Il prezzo da pagare per una simile sperimentazione (che trova, d’altronde, nella Mostra Internazionale del Nuovo Cinema il suo perfetto alter ego festivaliero) è alto. Un ritmo completamente liquido e stagnante, scandito però da interessanti sequenze di accumulazione sonora. Una prolissità ostinata che si fa scudo (non sempre per il meglio) di una più ostinata maturità e consapevolezza.

that cloud never left

Che sia un’opera di fiction del tutto priva di storia? Cosa sorregge, allora, questa sua ambizione?
Non è, in nessun momento del film, immediatamente chiaro.
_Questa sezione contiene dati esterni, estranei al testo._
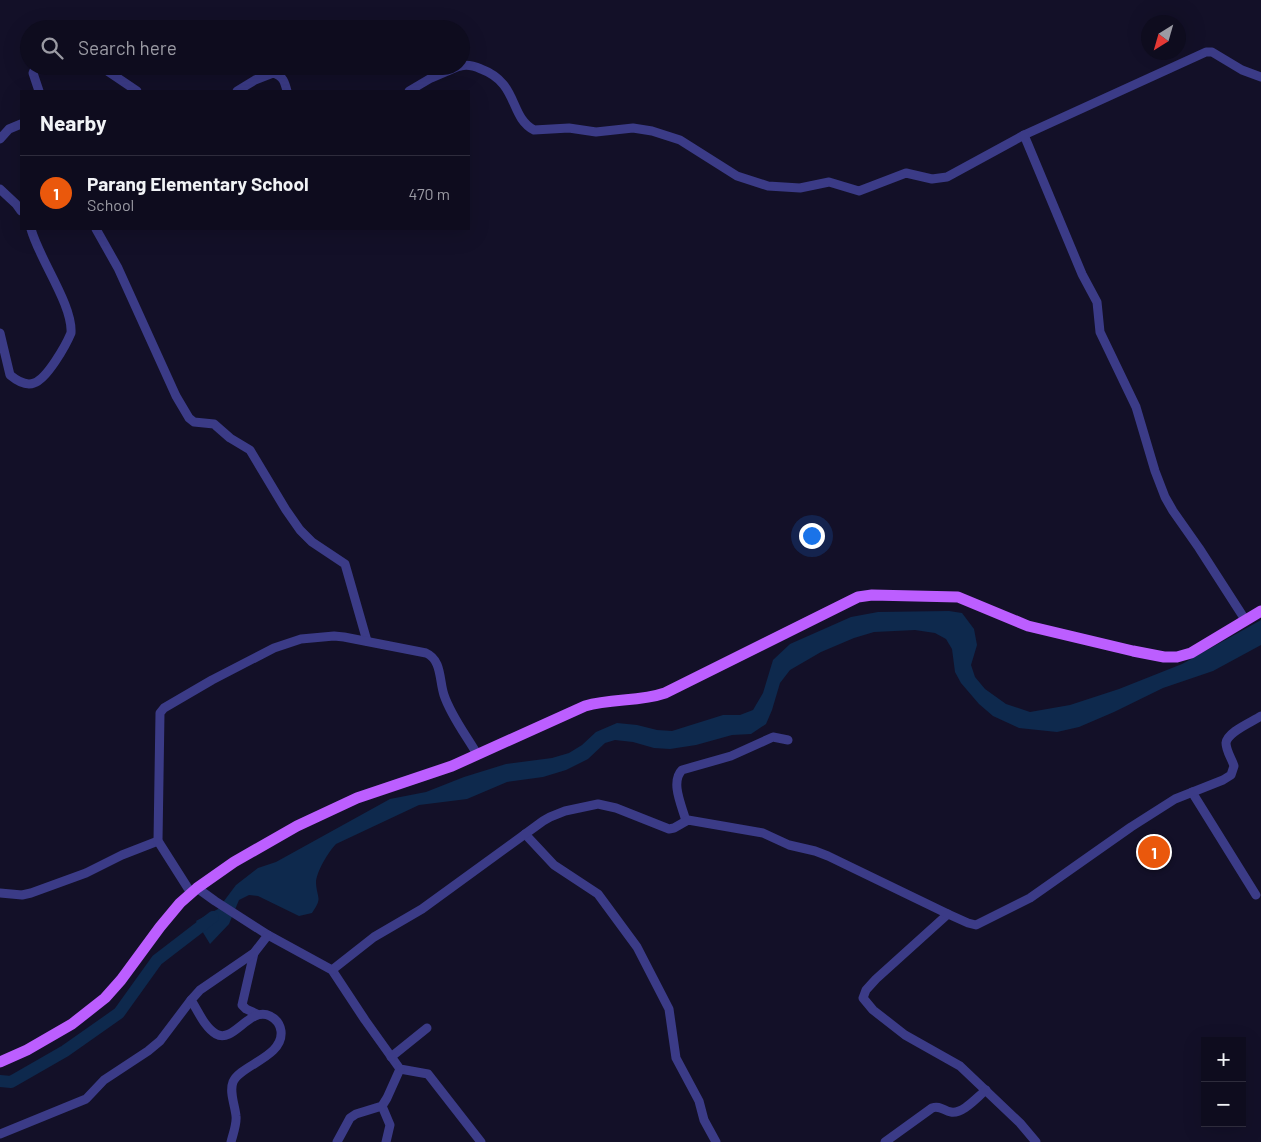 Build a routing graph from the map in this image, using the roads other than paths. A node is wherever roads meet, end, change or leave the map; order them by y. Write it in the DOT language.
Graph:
graph roads {
  1 [pos="470,66"];
  2 [pos="34,75"];
  3 [pos="113,75"];
  4 [pos="268,75"];
  5 [pos="277,75"];
  6 [pos="438,75"];
  7 [pos="1261,77"];
  8 [pos="39,90"];
  9 [pos="136,90"];
  10 [pos="239,90"];
  11 [pos="287,90"];
  12 [pos="411,90"];
  13 [pos="20,124"];
  14 [pos="1024,135"];
  15 [pos="0,139"];
  16 [pos="0,189"];
  17 [pos="20,210"];
  18 [pos="31,230"];
  19 [pos="97,230"];
  20 [pos="0,333"];
  21 [pos="1261,611"];
  22 [pos="1246,621"];
  23 [pos="367,641"];
  24 [pos="1261,716"];
  25 [pos="788,740"];
  26 [pos="476,754"];
  27 [pos="1192,792"];
  28 [pos="686,821"];
  29 [pos="525,834"];
  30 [pos="158,841"];
  31 [pos="194,891"];
  32 [pos="0,893"];
  33 [pos="1256,895"];
  34 [pos="948,914"];
  35 [pos="268,935"];
  36 [pos="254,953"];
  37 [pos="332,970"];
  38 [pos="191,1000"];
  39 [pos="257,1014"];
  40 [pos="427,1028"];
  41 [pos="391,1056"];
  42 [pos="0,1062"];
  43 [pos="400,1069"];
  44 [pos="986,1090"];
  45 [pos="382,1106"];
  46 [pos="0,1134"];
  47 [pos="231,1142"];
  48 [pos="337,1142"];
  49 [pos="386,1142"];
  50 [pos="481,1142"];
  51 [pos="716,1142"];
  52 [pos="885,1142"];
  53 [pos="1036,1142"];
  1 -- 14 [label="street"];
  2 -- 8 [label="street"];
  3 -- 9 [label="street"];
  4 -- 10 [label="street"];
  5 -- 11 [label="street"];
  6 -- 12 [label="street"];
  7 -- 14 [label="street"];
  13 -- 15 [label="street"];
  14 -- 22 [label="street"];
  16 -- 17 [label="street"];
  18 -- 20 [label="street"];
  19 -- 23 [label="street"];
  21 -- 22 [label="main road"];
  22 -- 26 [label="main road"];
  23 -- 26 [label="street"];
  23 -- 30 [label="street"];
  24 -- 27 [label="street"];
  25 -- 28 [label="street"];
  26 -- 31 [label="main road"];
  27 -- 33 [label="street"];
  27 -- 34 [label="street"];
  28 -- 29 [label="street"];
  28 -- 34 [label="street"];
  29 -- 37 [label="street"];
  29 -- 51 [label="street"];
  30 -- 31 [label="street"];
  30 -- 32 [label="street"];
  31 -- 35 [label="street"];
  31 -- 42 [label="main road"];
  34 -- 44 [label="street"];
  35 -- 36 [label="street"];
  35 -- 37 [label="street"];
  36 -- 38 [label="street"];
  36 -- 39 [label="street"];
  37 -- 41 [label="street"];
  38 -- 39 [label="street"];
  38 -- 46 [label="street"];
  39 -- 47 [label="street"];
  40 -- 41 [label="street"];
  41 -- 43 [label="street"];
  43 -- 45 [label="street"];
  43 -- 50 [label="street"];
  44 -- 52 [label="street"];
  44 -- 53 [label="street"];
  45 -- 48 [label="street"];
  45 -- 49 [label="street"];
} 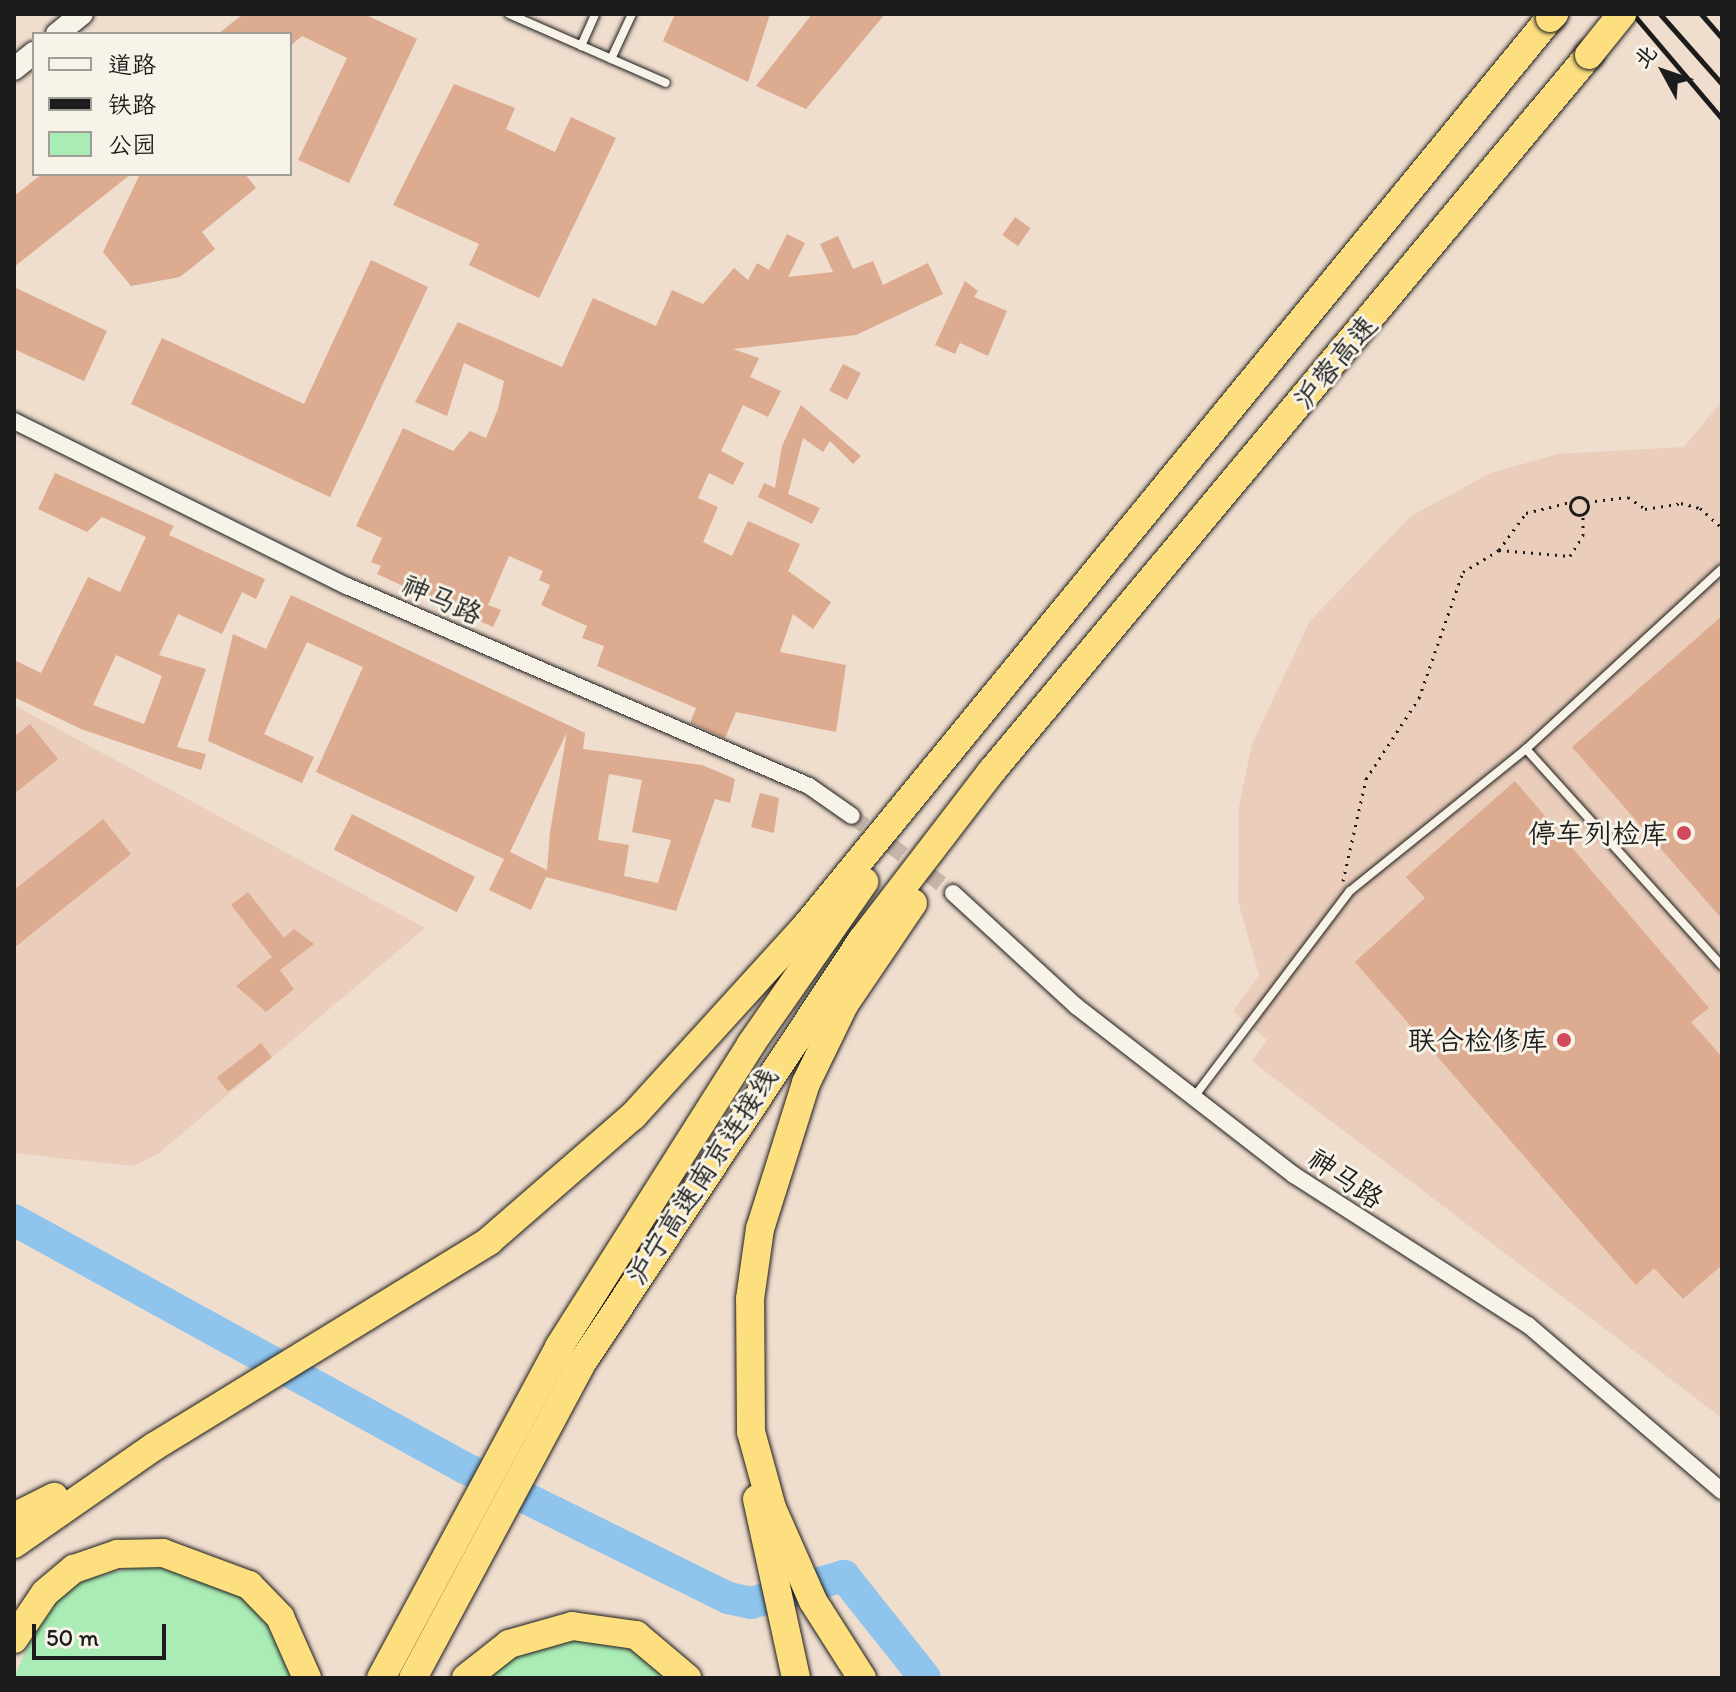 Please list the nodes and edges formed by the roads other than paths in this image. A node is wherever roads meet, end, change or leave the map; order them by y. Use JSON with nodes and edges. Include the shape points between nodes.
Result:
{"nodes":[{"id":1,"x":82,"y":14,"type":"edge"},
{"id":2,"x":509,"y":14,"type":"edge"},
{"id":3,"x":595,"y":14,"type":"edge"},
{"id":4,"x":632,"y":14,"type":"edge"},
{"id":5,"x":1622,"y":14,"type":"edge"},
{"id":6,"x":1552,"y":16,"type":"edge"},
{"id":7,"x":60,"y":32,"type":"edge"},
{"id":8,"x":581,"y":46,"type":"junction"},
{"id":9,"x":32,"y":55,"type":"edge"},
{"id":10,"x":611,"y":59,"type":"junction"},
{"id":11,"x":14,"y":69,"type":"edge"},
{"id":12,"x":666,"y":83,"type":"dead end"},
{"id":13,"x":14,"y":421,"type":"edge"},
{"id":14,"x":1722,"y":569,"type":"edge"},
{"id":15,"x":983,"y":710,"type":"junction"},
{"id":16,"x":1047,"y":710,"type":"junction"},
{"id":17,"x":1526,"y":749,"type":"junction"},
{"id":18,"x":852,"y":816,"type":"tunnel mouth"},
{"id":19,"x":953,"y":893,"type":"tunnel mouth"},
{"id":20,"x":1722,"y":966,"type":"edge"},
{"id":21,"x":1194,"y":1097,"type":"junction"},
{"id":22,"x":155,"y":1446,"type":"junction"},
{"id":23,"x":1722,"y":1491,"type":"edge"},
{"id":24,"x":14,"y":1517,"type":"edge"},
{"id":25,"x":14,"y":1544,"type":"edge"},
{"id":26,"x":778,"y":1558,"type":"junction"},
{"id":27,"x":14,"y":1639,"type":"edge"},
{"id":28,"x":307,"y":1678,"type":"edge"},
{"id":29,"x":381,"y":1678,"type":"edge"},
{"id":30,"x":413,"y":1678,"type":"edge"},
{"id":31,"x":466,"y":1678,"type":"edge"},
{"id":32,"x":687,"y":1678,"type":"edge"},
{"id":33,"x":796,"y":1678,"type":"edge"},
{"id":34,"x":862,"y":1678,"type":"edge"}],
"edges":[{"from":1,"to":7,"type":"main road"},
{"from":2,"to":8,"type":"lane"},
{"from":3,"to":8,"type":"lane"},
{"from":4,"to":10,"type":"lane"},
{"from":5,"to":16,"type":"highway","name":"沪蓉高速","bridge":true},
{"from":6,"to":15,"type":"highway","name":"沪蓉高速"},
{"from":8,"to":10,"type":"lane"},
{"from":9,"to":11,"type":"main road"},
{"from":10,"to":12,"type":"lane"},
{"from":13,"to":18,"type":"street","name":"神马路","via":[[347,586],[809,786]]},
{"from":14,"to":17,"type":"lane"},
{"from":15,"to":22,"type":"highway","via":[[797,937],[633,1116],[489,1241]]},
{"from":15,"to":29,"type":"highway","name":"沪宁高速南京连接线","via":[[751,1044],[475,1493]]},
{"from":16,"to":26,"type":"highway","via":[[844,1005],[806,1083],[760,1229],[748,1338],[751,1432]]},
{"from":16,"to":30,"type":"highway","name":"沪宁高速南京连接线","via":[[926,853],[777,1062],[580,1366]]},
{"from":17,"to":20,"type":"lane"},
{"from":17,"to":21,"type":"lane","via":[[1350,891]]},
{"from":19,"to":21,"type":"street","name":"神马路","via":[[1076,1006]]},
{"from":21,"to":23,"type":"street","name":"神马路","via":[[1294,1175],[1528,1325]]},
{"from":22,"to":24,"type":"highway"},
{"from":22,"to":25,"type":"highway"},
{"from":26,"to":33,"type":"highway","via":[[779,1615]]},
{"from":26,"to":34,"type":"highway","via":[[813,1601]]},
{"from":27,"to":28,"type":"highway","via":[[45,1593],[74,1569],[117,1554],[163,1553],[249,1585],[280,1617]]},
{"from":31,"to":32,"type":"highway","via":[[509,1644],[572,1626],[636,1635]]}]} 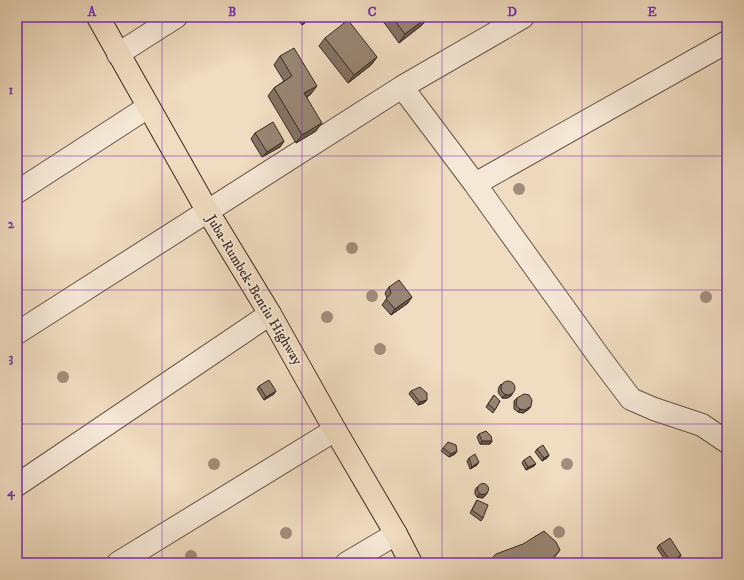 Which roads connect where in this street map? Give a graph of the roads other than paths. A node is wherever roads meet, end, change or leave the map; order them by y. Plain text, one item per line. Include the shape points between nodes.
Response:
1 (98, 17) edge
2 (176, 17) edge
3 (523, 17) edge
4 (727, 42) edge
5 (118, 54) junction
6 (402, 87) junction
7 (148, 107) junction
8 (475, 184) junction
9 (17, 192) edge
10 (208, 212) junction
11 (270, 314) junction
12 (17, 333) edge
13 (335, 430) junction
14 (727, 442) edge
15 (17, 485) edge
16 (396, 534) junction
17 (118, 563) edge
18 (346, 563) edge
19 (411, 563) edge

Bisogna unire i puntini: i toy maker di Daspara, in Murshidabad, abitano un mondo fermo, e uggioso, nutrito solo da sé stesso, che si proietta tuttavia verso l’idea di un altro mondo, uno dove si gioca, dove i sogni diventano realtà.

La struttura fa eco a questa idea e i bambini, la madre, i costruttori, sono tutti irretiti dalla televisione, finestra sull'ignoto adorato, canale attraverso il quale una cultura estranea si sovrappone, nel film talvolta fisicamente, sull'altra.

È la frase un apertura che torna attuale, “qualsiasi evento che somigliasse a quelli narrati”, ma soprattutto “sognati”. Non c’è trama, al di fuori della ricerca di una trama. Non è un documentario, ma non significa che non sia vero.

NOTE

- MENZIONE SPECIALE AL 55. PESARO NUOVO CINEMA (2019).